Our objectives are to obtain reasonable assurance about whether the standalone financial statements as a whole are free from material misstatement, whether due to fraud or error, and to issue an auditor’s report that includes our opinion. Reasonable assurance is a high level of assurance, but is not a guarantee that an audit conducted in accordance with SAs will always detect a material misstatement when it exists. Misstatements can arise from fraud or error and are considered material if, individually or in the aggregate, they could reasonably be expected to influence the economic decisions of users taken on the basis of these standalone financial statements.

As part of an audit in accordance with SAs, we exercise professional judgment and maintain professional skepticism throughout the audit. We also:

• Identify and assess the risks of material misstatement of the standalone financial statements, whether due to fraud or error, design and perform audit procedures responsive to those risks, and obtain audit evidence that is sufficient and appropriate to provide a basis for our opinion. The risk of not detecting a material misstatement resulting from fraud is higher than for one resulting from error, as fraud may involve collusion, forgery, intentional omissions, misrepresentations, or the override of internal control.

• Obtain an understanding of internal financial control relevant to the audit in order to design audit procedures that are appropriate in the circumstances. Under section 143(3)(i) of the Act, we are also responsible for expressing our opinion on whether the Company has adequate internal financial controls system in place and the operating effectiveness of such controls.

• Evaluate the appropriateness of accounting policies used and the reasonableness of accounting estimates and related disclosures made by the management.
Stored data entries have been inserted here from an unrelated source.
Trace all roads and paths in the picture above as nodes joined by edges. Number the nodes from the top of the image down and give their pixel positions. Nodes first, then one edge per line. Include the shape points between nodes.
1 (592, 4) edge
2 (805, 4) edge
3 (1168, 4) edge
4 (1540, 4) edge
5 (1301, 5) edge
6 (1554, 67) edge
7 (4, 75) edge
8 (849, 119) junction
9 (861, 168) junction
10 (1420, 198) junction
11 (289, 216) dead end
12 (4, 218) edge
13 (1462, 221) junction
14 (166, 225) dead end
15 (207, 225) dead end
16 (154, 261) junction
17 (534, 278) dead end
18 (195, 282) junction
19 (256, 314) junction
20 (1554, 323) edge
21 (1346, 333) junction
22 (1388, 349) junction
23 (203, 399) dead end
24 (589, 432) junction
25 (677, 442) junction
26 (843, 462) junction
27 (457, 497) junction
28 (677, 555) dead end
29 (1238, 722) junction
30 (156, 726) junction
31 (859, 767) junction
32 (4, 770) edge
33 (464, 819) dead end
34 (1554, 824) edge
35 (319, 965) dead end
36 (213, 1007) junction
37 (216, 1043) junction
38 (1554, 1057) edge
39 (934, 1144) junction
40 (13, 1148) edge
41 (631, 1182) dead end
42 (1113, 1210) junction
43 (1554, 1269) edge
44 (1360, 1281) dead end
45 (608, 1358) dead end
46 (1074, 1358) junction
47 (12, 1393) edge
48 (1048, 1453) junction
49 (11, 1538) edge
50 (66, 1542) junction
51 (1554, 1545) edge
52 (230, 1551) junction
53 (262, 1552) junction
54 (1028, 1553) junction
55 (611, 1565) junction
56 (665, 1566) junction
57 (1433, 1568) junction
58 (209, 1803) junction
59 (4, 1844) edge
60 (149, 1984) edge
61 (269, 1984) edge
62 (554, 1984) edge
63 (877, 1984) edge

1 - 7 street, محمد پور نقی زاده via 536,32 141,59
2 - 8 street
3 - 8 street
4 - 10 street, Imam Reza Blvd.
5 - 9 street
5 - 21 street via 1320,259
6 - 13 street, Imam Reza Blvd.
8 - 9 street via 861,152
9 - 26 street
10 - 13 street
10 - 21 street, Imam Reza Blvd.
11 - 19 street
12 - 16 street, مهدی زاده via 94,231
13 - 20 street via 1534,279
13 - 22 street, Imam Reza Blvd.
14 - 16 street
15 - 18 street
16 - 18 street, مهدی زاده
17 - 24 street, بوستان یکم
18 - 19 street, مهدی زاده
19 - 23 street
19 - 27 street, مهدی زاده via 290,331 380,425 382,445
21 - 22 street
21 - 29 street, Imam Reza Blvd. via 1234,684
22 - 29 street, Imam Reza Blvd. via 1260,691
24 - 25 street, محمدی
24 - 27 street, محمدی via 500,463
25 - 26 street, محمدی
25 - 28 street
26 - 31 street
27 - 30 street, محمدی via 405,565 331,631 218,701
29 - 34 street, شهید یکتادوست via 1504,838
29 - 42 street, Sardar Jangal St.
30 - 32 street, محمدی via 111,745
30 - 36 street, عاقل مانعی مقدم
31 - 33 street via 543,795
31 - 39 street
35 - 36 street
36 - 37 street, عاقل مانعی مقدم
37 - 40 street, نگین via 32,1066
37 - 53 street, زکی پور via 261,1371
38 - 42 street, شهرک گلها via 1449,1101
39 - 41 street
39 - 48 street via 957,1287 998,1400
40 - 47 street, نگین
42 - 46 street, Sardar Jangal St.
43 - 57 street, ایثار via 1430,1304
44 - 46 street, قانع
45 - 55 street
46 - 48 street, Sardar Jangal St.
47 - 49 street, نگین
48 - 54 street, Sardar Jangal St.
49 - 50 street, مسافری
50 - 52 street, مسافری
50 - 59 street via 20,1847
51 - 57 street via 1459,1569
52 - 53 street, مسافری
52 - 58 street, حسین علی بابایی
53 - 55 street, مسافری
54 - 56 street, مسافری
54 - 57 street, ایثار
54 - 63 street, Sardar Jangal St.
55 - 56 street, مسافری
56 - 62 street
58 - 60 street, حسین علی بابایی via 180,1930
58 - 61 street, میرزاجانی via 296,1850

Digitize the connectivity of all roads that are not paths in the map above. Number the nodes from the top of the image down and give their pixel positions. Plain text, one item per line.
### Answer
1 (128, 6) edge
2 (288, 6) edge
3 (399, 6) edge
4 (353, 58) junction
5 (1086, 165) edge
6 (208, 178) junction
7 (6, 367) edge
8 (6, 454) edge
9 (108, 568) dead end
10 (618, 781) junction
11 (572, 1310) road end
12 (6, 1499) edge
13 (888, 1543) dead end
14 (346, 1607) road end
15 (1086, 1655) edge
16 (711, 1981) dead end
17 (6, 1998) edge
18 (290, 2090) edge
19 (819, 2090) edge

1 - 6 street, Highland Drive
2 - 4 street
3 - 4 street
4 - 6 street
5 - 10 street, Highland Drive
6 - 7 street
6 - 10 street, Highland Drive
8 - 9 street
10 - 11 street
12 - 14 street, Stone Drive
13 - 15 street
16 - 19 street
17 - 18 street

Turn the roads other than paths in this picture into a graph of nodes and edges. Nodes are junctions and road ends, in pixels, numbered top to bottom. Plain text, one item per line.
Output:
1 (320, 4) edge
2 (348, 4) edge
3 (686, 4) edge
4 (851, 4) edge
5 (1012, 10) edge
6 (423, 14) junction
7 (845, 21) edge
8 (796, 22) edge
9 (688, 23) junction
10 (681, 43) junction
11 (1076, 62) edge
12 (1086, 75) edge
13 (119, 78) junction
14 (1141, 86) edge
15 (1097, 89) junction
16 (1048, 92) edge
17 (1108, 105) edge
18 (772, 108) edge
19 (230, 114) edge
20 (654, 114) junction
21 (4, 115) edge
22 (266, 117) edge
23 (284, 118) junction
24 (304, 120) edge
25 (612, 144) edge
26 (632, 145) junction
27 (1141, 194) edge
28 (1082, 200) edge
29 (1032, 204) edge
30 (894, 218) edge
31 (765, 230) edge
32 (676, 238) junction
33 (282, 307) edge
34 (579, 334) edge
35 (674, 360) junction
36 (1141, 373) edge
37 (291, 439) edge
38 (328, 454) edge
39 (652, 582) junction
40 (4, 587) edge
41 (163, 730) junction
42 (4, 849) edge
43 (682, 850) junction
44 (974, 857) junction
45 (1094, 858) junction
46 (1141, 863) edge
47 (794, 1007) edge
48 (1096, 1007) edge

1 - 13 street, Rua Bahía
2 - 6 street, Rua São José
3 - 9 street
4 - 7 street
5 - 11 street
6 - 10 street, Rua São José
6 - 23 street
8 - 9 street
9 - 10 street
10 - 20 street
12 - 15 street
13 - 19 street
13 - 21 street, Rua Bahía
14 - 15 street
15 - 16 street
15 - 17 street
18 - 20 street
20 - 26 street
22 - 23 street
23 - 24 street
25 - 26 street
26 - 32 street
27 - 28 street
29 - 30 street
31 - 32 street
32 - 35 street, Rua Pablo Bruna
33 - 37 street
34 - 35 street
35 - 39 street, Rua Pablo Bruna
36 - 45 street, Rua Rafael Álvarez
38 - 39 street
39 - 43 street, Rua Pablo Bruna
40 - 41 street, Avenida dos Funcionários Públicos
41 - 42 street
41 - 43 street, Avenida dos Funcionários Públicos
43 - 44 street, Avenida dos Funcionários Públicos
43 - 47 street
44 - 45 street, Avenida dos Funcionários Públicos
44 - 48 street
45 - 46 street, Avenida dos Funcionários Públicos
• Conclude on the appropriateness of management’s use of the going concern basis of accounting and, based on the audit evidence obtained, whether a material uncertainty exists related to events or conditions that may cast significant doubt on the Company’s ability to continue as a going concern. If we conclude that a material uncertainty exists, we are required to draw attention in our auditor’s report to the related disclosures in the standalone financial statements or, if such disclosures are inadequate, to modify our opinion. Our conclusions are based on the audit evidence obtained up to the date of our auditor’s report. However, future events or conditions may cause the Company to cease to continue as a going concern.

• Evaluate the overall presentation, structure and content of the standalone financial statements, including the disclosures, and whether the standalone financial statements represent the underlying transactions and events in a manner that achieves fair presentation.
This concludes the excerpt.